Genützt hat es bislang nichts, und deshalb sind nun viele Hoffnungen auf Silva gerichtet. Schließlich erlebte das Land unter seiner Regierung in den neunziger Jahren schon einmal einen erstaunlichen Aufstieg. Wenige Jahre nach dem EU-Beitritt stiegen damals alle In­dikatoren. Mit Hilfe großzügiger Subventionen aus Brüssel entstand ein umfangreiches Autobahnnetz, eine liberale Wirtschaftspolitik lock­te zahlreiche Investoren an. Der Lebensstandard wuchs, und in der Folge konsumierten die Portugiesen wie nie zuvor: In kaum einem anderen europäischen Land wurden damals im Verhältnis zur Bevölkerungszahl so viele Neuwagen, Kreditkarten oder Mobiltelefone angeschafft

Ein neuerlicher Aufschwung sei vor allem eine Frage der Motivation, meint nun der sonore Wirtschaftsprofessor, der von sich sagt, dass er »nie falsch liegt und selten Zweifel« hat. So will Silva, dessen Ausstrahlung an den ehemaligen deutschen Finanzminister Hans Eichel erinnert, den Unternehmern wieder »Anregungen geben«, wie sie sich aus eigener Initiative aus der Krise befreien können. Leistung müsse sich wieder lohnen, und eine neue Haltung der Portugiesen sei not­wen­dig, um endlich wettbewerbsfähig zu wer­den. Sich selbst empfiehlt er dabei als »glaub­wür­diges Beispiel für Ehrlichkeit, Stren­ge und Ehrgeiz«.

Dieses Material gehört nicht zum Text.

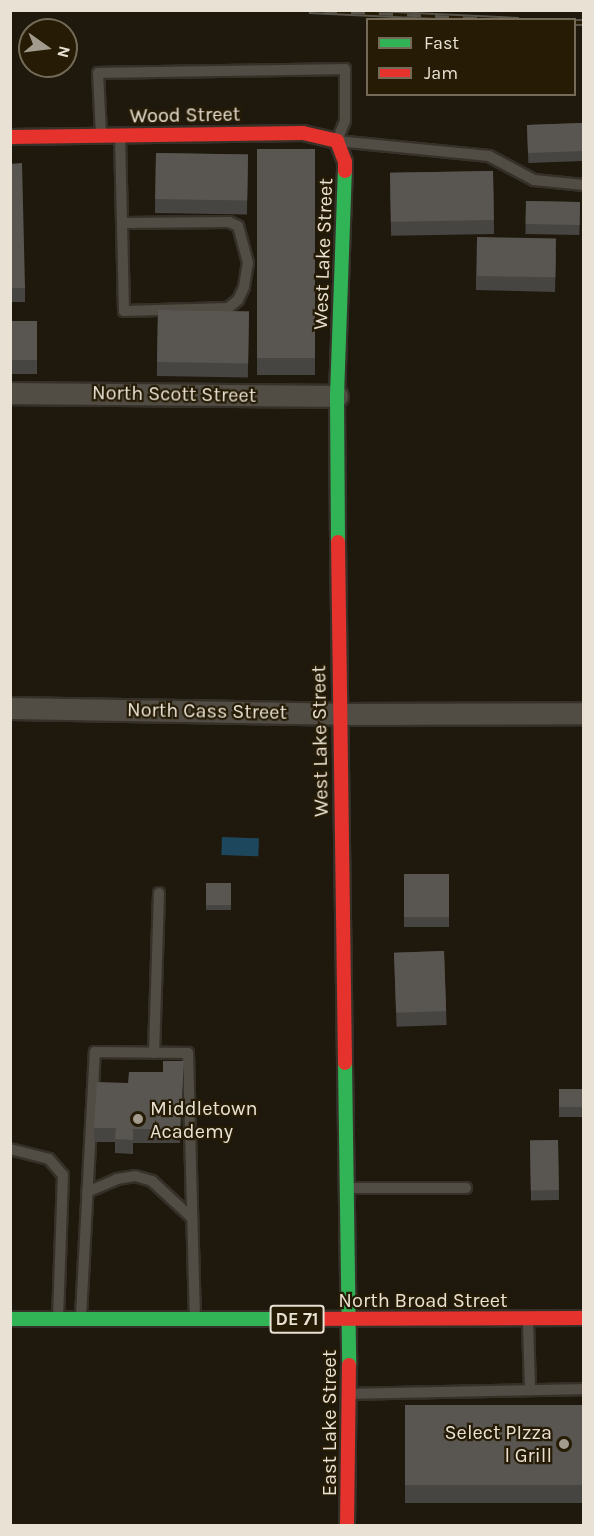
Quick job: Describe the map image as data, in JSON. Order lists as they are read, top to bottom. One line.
{"streets":{"street":["Wood Street","West Lake Street","North Scott Street","North Cass Street","North Broad Street","DE 71","East Lake Street"]},"crossings":[["Wood Street","West Lake Street"],["West Lake Street","North Scott Street"],["West Lake Street","North Cass Street"],["West Lake Street","North Broad Street"],["West Lake Street","East Lake Street"],["North Broad Street","East Lake Street"]],"places":["Middletown Academy","Select PIzza l Grill"],"legend":["Fast","Jam"],"north":"right"}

Dass er sein ehrgeiziges Ziel erreichen wird, darf allerdings bezweifelt werden. Schließlich liegen Portugals Probleme weniger in mangelnder Opferbereitschaft, sondern in einem kurzlebigen Wirtschaftsmodell begründet, das vor allem auf billigen und wenig qualifizierten Arbeitskräften basierte. In den neunziger Jahren galt das Land deshalb zwar im europäischen Vergleich als konkurrenzlos günstig, was mit zu dem Boom beitrug. Heute ist der portugiesische Durchschnittsverdienst mit rund 800 Euro im westeuropäischen Vergleich zwar immer noch extrem niedrig, liegt aber deutlich über den osteuropäischen Löhnen. Und in dem Maße, wie sich Europa nach Osten erweitert, fließen auch die Gelder des EU-Struktur- und Kohäsionsfonds, ein weiterer wichtiger Faktor für den damaligen Aufschwung, nicht mehr in den Alentejo, sondern nach Katowice oder Riga.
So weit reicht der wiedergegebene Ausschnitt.